Goal of the exercise
Nothing but the entries, copied exactly, should appear in the response.

(Records from a data collection)
---------------
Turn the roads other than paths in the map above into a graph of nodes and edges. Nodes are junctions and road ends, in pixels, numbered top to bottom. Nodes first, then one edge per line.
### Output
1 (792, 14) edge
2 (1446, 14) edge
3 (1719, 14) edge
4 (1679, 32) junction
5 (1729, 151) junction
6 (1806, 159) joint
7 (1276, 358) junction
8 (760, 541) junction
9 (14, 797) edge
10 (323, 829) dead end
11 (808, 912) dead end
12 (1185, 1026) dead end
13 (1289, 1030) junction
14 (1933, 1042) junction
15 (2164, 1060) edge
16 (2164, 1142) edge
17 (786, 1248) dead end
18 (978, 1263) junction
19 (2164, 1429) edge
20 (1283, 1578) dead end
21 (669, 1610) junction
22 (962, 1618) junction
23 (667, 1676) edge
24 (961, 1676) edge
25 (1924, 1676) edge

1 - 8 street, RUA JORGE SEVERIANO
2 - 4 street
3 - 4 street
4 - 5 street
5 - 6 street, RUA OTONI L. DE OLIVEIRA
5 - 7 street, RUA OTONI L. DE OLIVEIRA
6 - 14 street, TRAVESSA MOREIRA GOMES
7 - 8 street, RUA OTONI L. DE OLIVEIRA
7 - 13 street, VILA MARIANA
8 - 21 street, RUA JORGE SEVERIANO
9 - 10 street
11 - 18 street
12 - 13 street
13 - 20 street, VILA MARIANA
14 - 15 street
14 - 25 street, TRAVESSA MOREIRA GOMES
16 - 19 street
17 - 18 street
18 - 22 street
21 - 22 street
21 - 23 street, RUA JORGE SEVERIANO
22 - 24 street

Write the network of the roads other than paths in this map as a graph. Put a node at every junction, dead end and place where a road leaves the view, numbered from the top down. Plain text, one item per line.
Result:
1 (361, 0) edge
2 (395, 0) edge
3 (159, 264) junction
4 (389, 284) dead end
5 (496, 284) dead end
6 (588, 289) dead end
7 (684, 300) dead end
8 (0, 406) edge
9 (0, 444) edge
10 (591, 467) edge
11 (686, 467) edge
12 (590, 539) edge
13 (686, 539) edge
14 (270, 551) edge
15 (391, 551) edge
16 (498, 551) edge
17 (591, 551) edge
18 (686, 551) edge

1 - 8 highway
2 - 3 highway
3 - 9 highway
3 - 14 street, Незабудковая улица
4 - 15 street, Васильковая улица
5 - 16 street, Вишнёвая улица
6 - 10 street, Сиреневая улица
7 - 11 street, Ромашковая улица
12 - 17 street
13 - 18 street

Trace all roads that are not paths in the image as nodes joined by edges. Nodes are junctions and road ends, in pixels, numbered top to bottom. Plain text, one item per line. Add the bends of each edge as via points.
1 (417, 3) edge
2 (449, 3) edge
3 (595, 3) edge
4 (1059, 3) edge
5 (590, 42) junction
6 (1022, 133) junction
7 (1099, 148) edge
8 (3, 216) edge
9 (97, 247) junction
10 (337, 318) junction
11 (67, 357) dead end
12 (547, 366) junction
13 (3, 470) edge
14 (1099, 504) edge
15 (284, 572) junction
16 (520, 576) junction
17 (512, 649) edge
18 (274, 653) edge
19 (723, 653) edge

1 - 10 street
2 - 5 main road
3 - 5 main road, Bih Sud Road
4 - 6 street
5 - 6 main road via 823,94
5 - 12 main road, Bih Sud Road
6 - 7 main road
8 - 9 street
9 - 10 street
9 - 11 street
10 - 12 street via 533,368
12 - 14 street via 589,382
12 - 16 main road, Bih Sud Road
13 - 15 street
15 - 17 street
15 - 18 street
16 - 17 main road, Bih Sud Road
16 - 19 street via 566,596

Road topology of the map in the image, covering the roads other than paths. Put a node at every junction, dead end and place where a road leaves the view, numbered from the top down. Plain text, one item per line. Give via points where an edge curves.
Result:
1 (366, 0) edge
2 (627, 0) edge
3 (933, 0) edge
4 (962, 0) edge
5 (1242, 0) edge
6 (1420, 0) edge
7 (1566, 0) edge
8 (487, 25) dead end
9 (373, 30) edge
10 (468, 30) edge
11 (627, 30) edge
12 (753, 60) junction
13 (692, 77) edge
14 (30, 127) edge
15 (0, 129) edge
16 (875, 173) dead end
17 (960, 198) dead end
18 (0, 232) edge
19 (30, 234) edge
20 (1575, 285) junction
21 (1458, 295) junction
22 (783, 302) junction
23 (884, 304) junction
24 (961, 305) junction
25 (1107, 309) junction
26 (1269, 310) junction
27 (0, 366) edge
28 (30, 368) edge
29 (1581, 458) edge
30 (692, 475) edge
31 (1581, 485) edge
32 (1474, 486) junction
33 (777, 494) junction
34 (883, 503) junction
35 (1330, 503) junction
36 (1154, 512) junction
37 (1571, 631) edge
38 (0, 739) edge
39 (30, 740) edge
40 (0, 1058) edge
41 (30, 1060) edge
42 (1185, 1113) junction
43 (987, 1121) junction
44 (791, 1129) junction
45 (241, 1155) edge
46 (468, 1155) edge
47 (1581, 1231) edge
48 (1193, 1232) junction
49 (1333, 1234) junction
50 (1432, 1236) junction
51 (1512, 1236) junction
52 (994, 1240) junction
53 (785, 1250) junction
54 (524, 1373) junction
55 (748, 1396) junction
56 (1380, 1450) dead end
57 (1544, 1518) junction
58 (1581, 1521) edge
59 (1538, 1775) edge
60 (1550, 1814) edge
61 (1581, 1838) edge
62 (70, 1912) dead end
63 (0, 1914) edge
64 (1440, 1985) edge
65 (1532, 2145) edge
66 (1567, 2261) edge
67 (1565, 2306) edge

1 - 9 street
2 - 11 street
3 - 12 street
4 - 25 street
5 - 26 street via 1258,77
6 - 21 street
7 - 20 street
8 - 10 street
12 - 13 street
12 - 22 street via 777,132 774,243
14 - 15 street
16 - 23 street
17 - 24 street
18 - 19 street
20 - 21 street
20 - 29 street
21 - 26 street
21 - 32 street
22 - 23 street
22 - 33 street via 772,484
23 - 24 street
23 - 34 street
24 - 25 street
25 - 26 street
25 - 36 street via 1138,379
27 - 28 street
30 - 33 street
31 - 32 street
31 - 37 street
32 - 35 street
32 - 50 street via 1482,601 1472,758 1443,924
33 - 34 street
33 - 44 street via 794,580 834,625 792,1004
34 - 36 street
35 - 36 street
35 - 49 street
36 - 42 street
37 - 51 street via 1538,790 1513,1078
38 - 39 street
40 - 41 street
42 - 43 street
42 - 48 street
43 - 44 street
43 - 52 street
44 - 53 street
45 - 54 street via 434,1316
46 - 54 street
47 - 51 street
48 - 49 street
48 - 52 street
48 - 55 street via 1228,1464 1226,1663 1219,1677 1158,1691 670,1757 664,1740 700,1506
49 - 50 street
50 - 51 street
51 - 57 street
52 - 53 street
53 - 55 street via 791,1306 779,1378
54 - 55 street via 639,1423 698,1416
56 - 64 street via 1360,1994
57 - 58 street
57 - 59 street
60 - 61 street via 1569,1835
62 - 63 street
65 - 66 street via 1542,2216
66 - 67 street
---------------
Answer to this exercise
Turn the roads other than paths in the map above into a graph of nodes and edges. Nodes are junctions and road ends, in pixels, numbered top to bottom. Nodes first, then one edge per line.
### Output
1 (792, 14) edge
2 (1446, 14) edge
3 (1719, 14) edge
4 (1679, 32) junction
5 (1729, 151) junction
6 (1806, 159) joint
7 (1276, 358) junction
8 (760, 541) junction
9 (14, 797) edge
10 (323, 829) dead end
11 (808, 912) dead end
12 (1185, 1026) dead end
13 (1289, 1030) junction
14 (1933, 1042) junction
15 (2164, 1060) edge
16 (2164, 1142) edge
17 (786, 1248) dead end
18 (978, 1263) junction
19 (2164, 1429) edge
20 (1283, 1578) dead end
21 (669, 1610) junction
22 (962, 1618) junction
23 (667, 1676) edge
24 (961, 1676) edge
25 (1924, 1676) edge

1 - 8 street, RUA JORGE SEVERIANO
2 - 4 street
3 - 4 street
4 - 5 street
5 - 6 street, RUA OTONI L. DE OLIVEIRA
5 - 7 street, RUA OTONI L. DE OLIVEIRA
6 - 14 street, TRAVESSA MOREIRA GOMES
7 - 8 street, RUA OTONI L. DE OLIVEIRA
7 - 13 street, VILA MARIANA
8 - 21 street, RUA JORGE SEVERIANO
9 - 10 street
11 - 18 street
12 - 13 street
13 - 20 street, VILA MARIANA
14 - 15 street
14 - 25 street, TRAVESSA MOREIRA GOMES
16 - 19 street
17 - 18 street
18 - 22 street
21 - 22 street
21 - 23 street, RUA JORGE SEVERIANO
22 - 24 street

Write the network of the roads other than paths in this map as a graph. Put a node at every junction, dead end and place where a road leaves the view, numbered from the top down. Plain text, one item per line.
Result:
1 (361, 0) edge
2 (395, 0) edge
3 (159, 264) junction
4 (389, 284) dead end
5 (496, 284) dead end
6 (588, 289) dead end
7 (684, 300) dead end
8 (0, 406) edge
9 (0, 444) edge
10 (591, 467) edge
11 (686, 467) edge
12 (590, 539) edge
13 (686, 539) edge
14 (270, 551) edge
15 (391, 551) edge
16 (498, 551) edge
17 (591, 551) edge
18 (686, 551) edge

1 - 8 highway
2 - 3 highway
3 - 9 highway
3 - 14 street, Незабудковая улица
4 - 15 street, Васильковая улица
5 - 16 street, Вишнёвая улица
6 - 10 street, Сиреневая улица
7 - 11 street, Ромашковая улица
12 - 17 street
13 - 18 street

Trace all roads that are not paths in the image as nodes joined by edges. Nodes are junctions and road ends, in pixels, numbered top to bottom. Plain text, one item per line. Add the bends of each edge as via points.
1 (417, 3) edge
2 (449, 3) edge
3 (595, 3) edge
4 (1059, 3) edge
5 (590, 42) junction
6 (1022, 133) junction
7 (1099, 148) edge
8 (3, 216) edge
9 (97, 247) junction
10 (337, 318) junction
11 (67, 357) dead end
12 (547, 366) junction
13 (3, 470) edge
14 (1099, 504) edge
15 (284, 572) junction
16 (520, 576) junction
17 (512, 649) edge
18 (274, 653) edge
19 (723, 653) edge

1 - 10 street
2 - 5 main road
3 - 5 main road, Bih Sud Road
4 - 6 street
5 - 6 main road via 823,94
5 - 12 main road, Bih Sud Road
6 - 7 main road
8 - 9 street
9 - 10 street
9 - 11 street
10 - 12 street via 533,368
12 - 14 street via 589,382
12 - 16 main road, Bih Sud Road
13 - 15 street
15 - 17 street
15 - 18 street
16 - 17 main road, Bih Sud Road
16 - 19 street via 566,596

Road topology of the map in the image, covering the roads other than paths. Put a node at every junction, dead end and place where a road leaves the view, numbered from the top down. Plain text, one item per line. Give via points where an edge curves.
Result:
1 (366, 0) edge
2 (627, 0) edge
3 (933, 0) edge
4 (962, 0) edge
5 (1242, 0) edge
6 (1420, 0) edge
7 (1566, 0) edge
8 (487, 25) dead end
9 (373, 30) edge
10 (468, 30) edge
11 (627, 30) edge
12 (753, 60) junction
13 (692, 77) edge
14 (30, 127) edge
15 (0, 129) edge
16 (875, 173) dead end
17 (960, 198) dead end
18 (0, 232) edge
19 (30, 234) edge
20 (1575, 285) junction
21 (1458, 295) junction
22 (783, 302) junction
23 (884, 304) junction
24 (961, 305) junction
25 (1107, 309) junction
26 (1269, 310) junction
27 (0, 366) edge
28 (30, 368) edge
29 (1581, 458) edge
30 (692, 475) edge
31 (1581, 485) edge
32 (1474, 486) junction
33 (777, 494) junction
34 (883, 503) junction
35 (1330, 503) junction
36 (1154, 512) junction
37 (1571, 631) edge
38 (0, 739) edge
39 (30, 740) edge
40 (0, 1058) edge
41 (30, 1060) edge
42 (1185, 1113) junction
43 (987, 1121) junction
44 (791, 1129) junction
45 (241, 1155) edge
46 (468, 1155) edge
47 (1581, 1231) edge
48 (1193, 1232) junction
49 (1333, 1234) junction
50 (1432, 1236) junction
51 (1512, 1236) junction
52 (994, 1240) junction
53 (785, 1250) junction
54 (524, 1373) junction
55 (748, 1396) junction
56 (1380, 1450) dead end
57 (1544, 1518) junction
58 (1581, 1521) edge
59 (1538, 1775) edge
60 (1550, 1814) edge
61 (1581, 1838) edge
62 (70, 1912) dead end
63 (0, 1914) edge
64 (1440, 1985) edge
65 (1532, 2145) edge
66 (1567, 2261) edge
67 (1565, 2306) edge

1 - 9 street
2 - 11 street
3 - 12 street
4 - 25 street
5 - 26 street via 1258,77
6 - 21 street
7 - 20 street
8 - 10 street
12 - 13 street
12 - 22 street via 777,132 774,243
14 - 15 street
16 - 23 street
17 - 24 street
18 - 19 street
20 - 21 street
20 - 29 street
21 - 26 street
21 - 32 street
22 - 23 street
22 - 33 street via 772,484
23 - 24 street
23 - 34 street
24 - 25 street
25 - 26 street
25 - 36 street via 1138,379
27 - 28 street
30 - 33 street
31 - 32 street
31 - 37 street
32 - 35 street
32 - 50 street via 1482,601 1472,758 1443,924
33 - 34 street
33 - 44 street via 794,580 834,625 792,1004
34 - 36 street
35 - 36 street
35 - 49 street
36 - 42 street
37 - 51 street via 1538,790 1513,1078
38 - 39 street
40 - 41 street
42 - 43 street
42 - 48 street
43 - 44 street
43 - 52 street
44 - 53 street
45 - 54 street via 434,1316
46 - 54 street
47 - 51 street
48 - 49 street
48 - 52 street
48 - 55 street via 1228,1464 1226,1663 1219,1677 1158,1691 670,1757 664,1740 700,1506
49 - 50 street
50 - 51 street
51 - 57 street
52 - 53 street
53 - 55 street via 791,1306 779,1378
54 - 55 street via 639,1423 698,1416
56 - 64 street via 1360,1994
57 - 58 street
57 - 59 street
60 - 61 street via 1569,1835
62 - 63 street
65 - 66 street via 1542,2216
66 - 67 street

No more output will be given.